2. Python 3.13 での実装と PR 曲線 #

環境を確認し、必要なパッケージを導入します。

python --version        # 例: Python 3.13.0
pip install scikit-learn matplotlib

次のコードでは少数クラスが 5 % のデータセットを生成し、class_weight=“balanced” 付きロジスティック回帰で PR 曲線と平均適合率（AP）を描画します。図は static/images/eval/classification/precision-recall/pr_curve.png に保存してあり、generate_eval_assets.py から再生成できます。

import matplotlib.pyplot as plt
import numpy as np
from pathlib import Path
from sklearn.datasets import make_classification
from sklearn.linear_model import LogisticRegression
from sklearn.metrics import (
    ConfusionMatrixDisplay,
    classification_report,
    precision_recall_curve,
    precision_score,
    recall_score,
    f1_score,
    average_precision_score,
)
from sklearn.model_selection import train_test_split
X, y = make_classification(
    n_samples=40_000,
    n_features=20,
    n_informative=6,
    weights=[0.95, 0.05],
    random_state=42,
)
X_train, X_test, y_train, y_test = train_test_split(
    X, y, test_size=0.25, stratify=y, random_state=42
)
clf = LogisticRegression(max_iter=2000, class_weight="balanced")
clf.fit(X_train, y_train)
proba = clf.predict_proba(X_test)[:, 1]
y_pred = (proba >= 0.5).astype(int)
print(classification_report(y_test, y_pred, digits=3))
precision, recall, thresholds = precision_recall_curve(y_test, proba)
ap = average_precision_score(y_test, proba)
fig, ax = plt.subplots(figsize=(5, 4))
ax.step(recall, precision, where="post", label=f"PR curve (AP={ap:.3f})")
ax.set_xlabel("Recall")
ax.set_ylabel("Precision")
ax.set_xlim(0, 1)
ax.set_ylim(0, 1.05)
ax.grid(alpha=0.3)
ax.legend()
fig.tight_layout()
output_dir = Path("static/images/eval/classification/precision-recall")
output_dir.mkdir(parents=True, exist_ok=True)
fig.savefig(output_dir / "pr_curve.png", dpi=150)
plt.close(fig)

Precision-Recall 曲線 — 平均適合率（AP）は PR 曲線下の面積。閾値の移動で適合率と再現率のバランスが変わる。

3. 閾値調整の考え方 #

閾値 0.5 固定では、再現率を高くしたいケースに十分対応できないことがある。
PR 曲線上の任意の点に相当する閾値は precision_recall_curve の hresholds から取得可能。
False Negative を減らしたい場合は閾値を下げて再現率を稼ぎ、Precision の低下を許容範囲内に収める。

threshold = 0.3
custom_pred = (proba >= threshold).astype(int)
print(
    "threshold=0.30",
    "Precision=", precision_score(y_test, custom_pred),
    "Recall=", recall_score(y_test, custom_pred),
    "F1=", f1_score(y_test, custom_pred),
)

4. 多クラス分類での平均化 #

scikit-learn では verage パラメータで重み付けを切り替えられます。

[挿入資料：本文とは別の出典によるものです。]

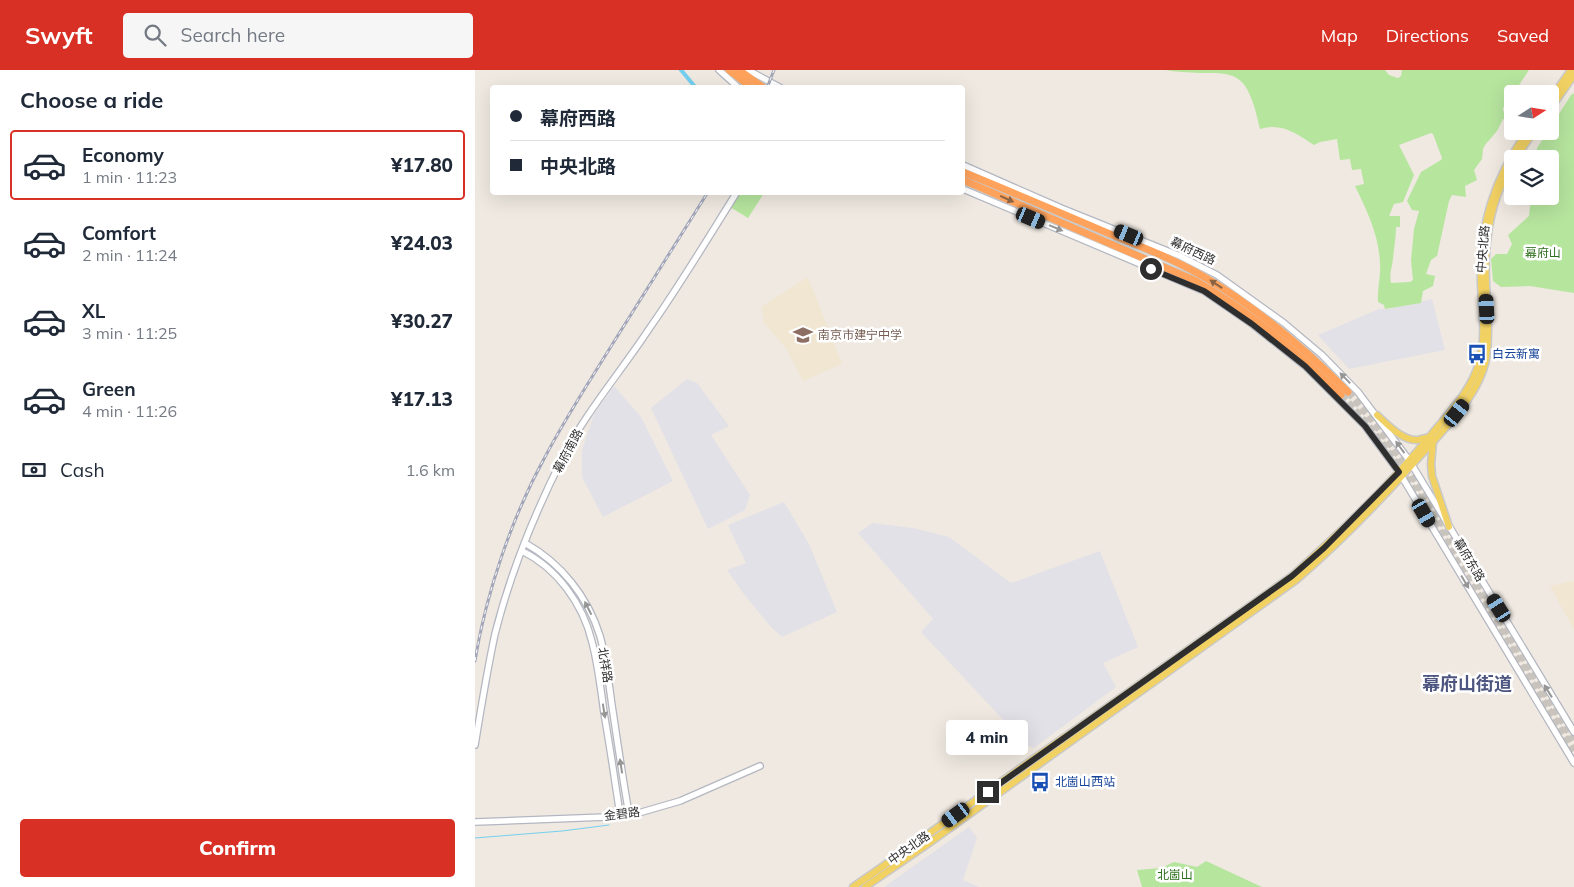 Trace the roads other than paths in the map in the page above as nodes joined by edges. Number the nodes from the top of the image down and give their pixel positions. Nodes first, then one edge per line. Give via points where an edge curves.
1 (719, 70) edge
2 (729, 70) edge
3 (739, 70) edge
4 (1571, 70) edge
5 (1574, 76) edge
6 (744, 79) edge
7 (757, 85) edge
8 (769, 85) edge
9 (1559, 87) edge
10 (1559, 97) edge
11 (1523, 140) edge
12 (965, 166) edge
13 (965, 173) edge
14 (1504, 179) edge
15 (965, 181) edge
16 (965, 190) edge
17 (735, 195) edge
18 (1377, 415) junction
19 (1431, 439) junction
20 (1411, 463) junction
21 (1400, 474) junction
22 (1449, 527) junction
23 (525, 543) junction
24 (522, 551) junction
25 (550, 560) junction
26 (546, 566) junction
27 (1574, 732) edge
28 (475, 745) edge
29 (1574, 763) edge
30 (761, 766) dead end
31 (623, 782) junction
32 (615, 783) junction
33 (629, 814) junction
34 (620, 816) junction
35 (475, 822) edge
36 (853, 887) edge
37 (865, 887) edge

1 - 6 main road
2 - 6 highway
3 - 6 highway
4 - 9 main road
5 - 10 main road
6 - 7 highway
6 - 8 main road
11 - 19 main road, 中央北路 via 1499,179 1485,224 1481,260 1483,343 1476,372 1463,396
18 -> 12 main road, 幕府西路 via 1322,355 1217,275 1180,256
15 -> 13 highway, 幕府西路 via 1204,286 1267,328 1344,394 1311,356 1244,302 1205,277
14 - 19 main road, 中央北路 via 1487,238 1488,344 1481,375 1468,399
16 -> 21 main road via 1204,291 1305,366 1365,426
17 - 23 main road, 幕府南路 via 650,328 583,422 561,460
18 - 19 main road via 1410,438
20 -> 18 main road, 幕府东路
19 - 20 main road, 中央北路
19 - 22 main road via 1432,476
20 - 21 main road, 中央北路
20 - 22 main road, 幕府东路
21 -> 29 main road, 幕府东路
21 - 36 main road, 中央北路 via 1292,576
21 - 37 main road, 中央北路 via 1328,553 1296,580
27 -> 22 main road, 幕府东路
23 - 24 main road, 幕府南路
23 - 25 main road, 北祥路
24 - 26 main road, 北祥路
24 - 28 main road, 幕府南路 via 496,633
25 - 26 main road via 546,561
31 -> 25 main road, 北祥路 via 600,638 584,600
26 -> 32 main road, 北祥路 via 572,596 592,641
30 - 33 main road, 金碧路 via 664,807
31 - 32 main road via 620,786
31 - 33 main road, 北祥路
32 - 34 main road, 北祥路
33 - 34 main road, 金碧路
34 - 35 main road, 金碧路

macro … クラスごとの Precision / Recall の単純平均。クラス数が少なくても比較しやすい。
weighted … 各クラスにサンプル数の重みを付ける。データ全体のバランスを維持。
micro … 全サンプルをまとめて再計算。クラス不均衡が強いときは少数クラスが埋もれる点に注意。

precision_score(y_test, y_pred, average="macro")
recall_score(y_test, y_pred, average="weighted")
f1_score(y_test, y_pred, average="micro")

5. まとめ #

Precision は誤警報の少なさ、Recall は見逃しの少なさを測る。両方を高めるには PR 曲線で閾値を確認する。
F1 や平均適合率（AP）を併用すると指標を 1 つに集約でき、モデル比較や閾値調整の議論がしやすい。
Python 3.13 では scikit-learn の precision_recall_curve / verage_precision_score を使えば数行で計算・可視化できる。